Get your news fix on happenings outside the pool with the latest ‘Beyond the Lane Lines.’ With each edition, we collect personal stories, little known facts and general items of interest from around the world. Read on and learn something new this week.
Australian Olympic icon Ian Thorpe has joined the BlueFit Group’s Advisory Board Committee, offering the 5-time gold medalist a chance to give back to the community as well as the sport he loves. BlueFit is a company that manages 35 community-owned aquatic and recreation centers and sporting facilities throughout Australia. The company aims at inspiring community activity through health, fitness, aquatics, community, and sports programs.
BlueFIt Chief Executive, Todd McHardy said, “BlueFIt is an industry leader in progressive programs and there is great synergy between our organization and Ian Thorpe. We are delighted to have a strong association with Australia’s most decorated Olympian.
“As part of his role, Ian will visit our Leisure Centre sites across the country, support our programs, enhance our member experience and inspire the next generation of Olympic swim talent.”
#2 – Czech Woman with Disability Swims English Channel
Czech Radio reported that Markéta Pechová has become the first woman with a disability from the Czech Republic to have swum the English Channel. The 40-year-old swam from Dover, England to the French coast on Sunday, August 25th. Her total time was 12 hours and 31 minutes.

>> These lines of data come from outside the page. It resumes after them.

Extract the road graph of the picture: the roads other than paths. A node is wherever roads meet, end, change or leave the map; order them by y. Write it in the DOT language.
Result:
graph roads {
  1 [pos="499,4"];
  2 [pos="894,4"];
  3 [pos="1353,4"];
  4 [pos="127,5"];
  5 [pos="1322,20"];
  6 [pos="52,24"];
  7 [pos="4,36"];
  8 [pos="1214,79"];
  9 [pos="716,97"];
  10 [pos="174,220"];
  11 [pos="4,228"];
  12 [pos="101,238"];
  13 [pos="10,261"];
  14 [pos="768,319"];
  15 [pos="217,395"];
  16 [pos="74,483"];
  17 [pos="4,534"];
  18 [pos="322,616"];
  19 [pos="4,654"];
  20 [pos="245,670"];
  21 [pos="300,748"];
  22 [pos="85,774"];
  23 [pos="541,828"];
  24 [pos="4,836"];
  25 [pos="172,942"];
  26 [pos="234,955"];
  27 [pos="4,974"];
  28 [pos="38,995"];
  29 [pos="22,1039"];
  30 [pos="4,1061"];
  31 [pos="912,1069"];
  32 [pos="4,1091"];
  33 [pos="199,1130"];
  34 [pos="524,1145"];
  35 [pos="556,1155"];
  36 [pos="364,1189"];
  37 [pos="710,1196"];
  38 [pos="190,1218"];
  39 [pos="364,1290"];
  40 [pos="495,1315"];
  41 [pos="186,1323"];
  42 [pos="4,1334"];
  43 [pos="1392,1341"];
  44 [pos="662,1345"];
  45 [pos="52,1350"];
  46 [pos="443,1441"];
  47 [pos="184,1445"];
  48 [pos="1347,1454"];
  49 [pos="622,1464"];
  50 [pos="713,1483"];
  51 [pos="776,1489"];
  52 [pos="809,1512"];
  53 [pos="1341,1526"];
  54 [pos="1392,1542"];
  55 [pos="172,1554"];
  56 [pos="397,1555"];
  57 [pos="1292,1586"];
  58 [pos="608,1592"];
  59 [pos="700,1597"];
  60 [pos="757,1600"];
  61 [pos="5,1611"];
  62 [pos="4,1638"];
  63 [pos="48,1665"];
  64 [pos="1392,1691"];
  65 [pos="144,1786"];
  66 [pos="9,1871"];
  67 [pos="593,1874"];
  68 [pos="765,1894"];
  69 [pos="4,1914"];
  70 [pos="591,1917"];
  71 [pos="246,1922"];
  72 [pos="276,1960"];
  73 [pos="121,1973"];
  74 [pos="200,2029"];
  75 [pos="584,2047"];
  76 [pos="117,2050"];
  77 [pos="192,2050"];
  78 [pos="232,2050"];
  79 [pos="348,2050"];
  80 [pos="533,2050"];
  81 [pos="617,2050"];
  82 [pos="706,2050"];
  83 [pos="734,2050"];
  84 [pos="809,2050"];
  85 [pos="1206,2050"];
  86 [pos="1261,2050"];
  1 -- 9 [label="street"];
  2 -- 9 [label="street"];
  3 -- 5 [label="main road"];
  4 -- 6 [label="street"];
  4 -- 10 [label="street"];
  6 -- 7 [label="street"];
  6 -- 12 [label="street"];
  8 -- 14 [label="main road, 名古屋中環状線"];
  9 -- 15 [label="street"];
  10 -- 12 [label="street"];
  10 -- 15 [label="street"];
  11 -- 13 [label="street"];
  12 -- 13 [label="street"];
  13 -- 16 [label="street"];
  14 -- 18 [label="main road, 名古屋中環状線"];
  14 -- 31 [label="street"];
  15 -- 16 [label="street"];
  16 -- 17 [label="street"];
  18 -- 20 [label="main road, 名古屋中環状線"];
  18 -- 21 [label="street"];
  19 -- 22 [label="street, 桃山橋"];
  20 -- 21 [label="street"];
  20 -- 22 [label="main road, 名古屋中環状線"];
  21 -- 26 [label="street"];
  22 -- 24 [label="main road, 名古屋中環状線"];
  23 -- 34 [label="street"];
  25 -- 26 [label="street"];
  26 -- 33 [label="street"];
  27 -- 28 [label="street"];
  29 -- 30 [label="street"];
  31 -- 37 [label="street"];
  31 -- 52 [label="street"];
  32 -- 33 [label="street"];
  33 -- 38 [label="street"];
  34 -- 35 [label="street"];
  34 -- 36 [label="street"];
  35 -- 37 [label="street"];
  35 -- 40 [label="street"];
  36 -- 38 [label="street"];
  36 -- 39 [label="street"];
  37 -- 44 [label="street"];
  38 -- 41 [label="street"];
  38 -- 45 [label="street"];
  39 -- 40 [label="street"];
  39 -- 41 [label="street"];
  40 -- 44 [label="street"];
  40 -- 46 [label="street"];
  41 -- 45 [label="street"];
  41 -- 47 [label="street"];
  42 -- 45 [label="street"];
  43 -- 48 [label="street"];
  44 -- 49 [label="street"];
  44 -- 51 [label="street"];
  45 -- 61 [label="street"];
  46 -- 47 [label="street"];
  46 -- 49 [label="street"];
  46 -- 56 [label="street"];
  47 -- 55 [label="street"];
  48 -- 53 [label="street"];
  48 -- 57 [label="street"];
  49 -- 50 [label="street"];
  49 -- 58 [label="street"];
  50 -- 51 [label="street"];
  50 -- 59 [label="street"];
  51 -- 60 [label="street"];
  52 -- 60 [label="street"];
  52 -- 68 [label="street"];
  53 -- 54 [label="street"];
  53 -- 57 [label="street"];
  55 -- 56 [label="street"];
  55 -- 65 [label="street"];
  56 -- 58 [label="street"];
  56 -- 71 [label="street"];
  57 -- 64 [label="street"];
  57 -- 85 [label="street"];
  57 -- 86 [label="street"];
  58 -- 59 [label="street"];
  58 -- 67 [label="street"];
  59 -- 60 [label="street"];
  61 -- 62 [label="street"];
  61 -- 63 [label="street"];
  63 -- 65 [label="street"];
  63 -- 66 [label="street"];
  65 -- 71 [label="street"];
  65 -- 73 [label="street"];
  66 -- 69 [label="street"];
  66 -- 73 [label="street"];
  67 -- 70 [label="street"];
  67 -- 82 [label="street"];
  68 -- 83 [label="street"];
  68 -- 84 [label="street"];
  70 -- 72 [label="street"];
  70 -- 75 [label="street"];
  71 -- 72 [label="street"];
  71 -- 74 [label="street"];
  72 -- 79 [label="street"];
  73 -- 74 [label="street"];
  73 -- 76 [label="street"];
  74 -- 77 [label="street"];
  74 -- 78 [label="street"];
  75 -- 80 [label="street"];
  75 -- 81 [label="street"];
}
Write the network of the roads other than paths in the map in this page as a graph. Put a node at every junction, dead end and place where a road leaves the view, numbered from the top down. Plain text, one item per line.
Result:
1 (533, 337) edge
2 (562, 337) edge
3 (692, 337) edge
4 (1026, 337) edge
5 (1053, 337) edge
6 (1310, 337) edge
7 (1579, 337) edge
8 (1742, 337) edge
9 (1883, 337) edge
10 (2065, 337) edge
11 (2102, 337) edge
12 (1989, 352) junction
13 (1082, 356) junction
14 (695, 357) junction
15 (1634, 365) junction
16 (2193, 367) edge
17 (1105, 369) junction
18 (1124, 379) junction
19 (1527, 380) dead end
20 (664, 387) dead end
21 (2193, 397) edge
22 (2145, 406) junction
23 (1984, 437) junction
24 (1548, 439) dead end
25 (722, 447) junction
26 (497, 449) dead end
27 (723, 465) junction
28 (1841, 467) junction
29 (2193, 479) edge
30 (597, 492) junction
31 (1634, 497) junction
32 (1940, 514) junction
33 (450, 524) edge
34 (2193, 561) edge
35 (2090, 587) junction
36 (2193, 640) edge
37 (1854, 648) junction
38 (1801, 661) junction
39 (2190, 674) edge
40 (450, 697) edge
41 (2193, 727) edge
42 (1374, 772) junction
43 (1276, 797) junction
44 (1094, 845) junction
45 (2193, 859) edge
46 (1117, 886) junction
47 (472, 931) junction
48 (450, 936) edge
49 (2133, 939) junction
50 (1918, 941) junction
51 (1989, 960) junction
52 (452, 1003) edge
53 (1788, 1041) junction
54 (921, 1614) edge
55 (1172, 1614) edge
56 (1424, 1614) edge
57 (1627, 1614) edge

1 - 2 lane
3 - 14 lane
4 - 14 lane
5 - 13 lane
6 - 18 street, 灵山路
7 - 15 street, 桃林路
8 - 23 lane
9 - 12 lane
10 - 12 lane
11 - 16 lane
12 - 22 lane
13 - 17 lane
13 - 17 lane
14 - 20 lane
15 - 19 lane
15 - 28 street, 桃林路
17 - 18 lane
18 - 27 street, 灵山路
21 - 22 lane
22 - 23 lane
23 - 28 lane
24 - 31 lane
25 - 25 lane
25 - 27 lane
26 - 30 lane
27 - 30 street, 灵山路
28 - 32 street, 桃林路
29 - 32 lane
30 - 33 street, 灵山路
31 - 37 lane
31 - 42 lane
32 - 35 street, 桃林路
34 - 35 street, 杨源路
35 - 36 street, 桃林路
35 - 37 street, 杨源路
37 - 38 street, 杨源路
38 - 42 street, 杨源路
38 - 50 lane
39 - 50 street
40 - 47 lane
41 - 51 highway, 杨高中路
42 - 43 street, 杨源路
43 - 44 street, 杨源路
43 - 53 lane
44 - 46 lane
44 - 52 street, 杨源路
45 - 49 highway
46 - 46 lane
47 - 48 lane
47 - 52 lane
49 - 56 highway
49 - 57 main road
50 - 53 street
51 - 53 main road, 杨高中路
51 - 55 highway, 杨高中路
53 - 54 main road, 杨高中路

Pechová had her right leg amputated in childhood due to cancer but has competed in long-distance swimming competitions steadily. You can watch footage of her swim here.
Tokyo 2020 organizers tested out transportation over the weekend, giving them a glimpse into how things will work come the Tokyo Olympic and Paralympic Games less than one year from now.
“Balancing vibrant urban activities and management of the Games is an important subject for us,” said Katsuhisa Saito, the Senior Official in charge of the Tokyo 2020’s transport strategy.
Over 11,000 athletes are slated to compete in the Olympic Games next year, with the Athletes Village situated about 14 miles from the Opening Ceremony venue. Travel time via bus is estimated to be about 40 minutes, but the test trips driven by 75 buses on Sunday, August 25th took about 10 minutes less than expected, per AFP.
In other Tokyo 2020 transportation news, Accessible People Movers (APMs) will reportedly be available during the 2020 Olympic Games to assist those with mobility needs with traveling between and within venues, including the Olympic Stadium.
Toyota has announced a set of 2,700 vehicles will be available, with the APMs being electric. The company “aims to achieve the lowest emissions target level of any official fleet used at the Olympic and Paralympic Games, and thereby also helping to reduce the environmental burden of the Games.”
Toyota also announced that robots will help support event operations, including having a mascot robot welcome athletes and guests to official venues. Another robot will guide guests to accessible seating seats at the Olympic Stadium and deliver drinks and other goods ordered from a tablet. (NBC Sports)
#5 – Swimming Pool Art Exhibit Opens in Edinburgh
Open for the season at Jupiter Artland in Edinburgh, Scotland through September 29th, the interactive part-art, part-pool exhibit created by Portuguese artist Joana Vasconcelos is creating buzz. Called Gateway, the exhibit is described as ‘artwork integrated in a whimsical pool garden’. The fully-functioning swimming pool is surrounded by meticulously designed hedges and art enthusiasts can book time to actually swim in the pool.
Of Gateway, artist Joana Vasconcelos states, ‘Gateway is a big splash that invites the public to immerse in a joyful and spirited dimension, leading to a connection with the energy of the Earth. It’s like a threshold to another universe that we’re not conscious of but through which we can flow.’
Per the artist’s website, she ‘has incorporated patterns from her own astrological chart into the design of the artwork, which is made of 11,366 hand-painted and glazed tiles crafted using traditional methods at a 100-year-old factory in Vasconcelos’ native Portugal.’
The idea of the exhibit is to highlight how swimming pools and water are a crucial part of our lives and can serve as a means to connect people to both architecture and nature.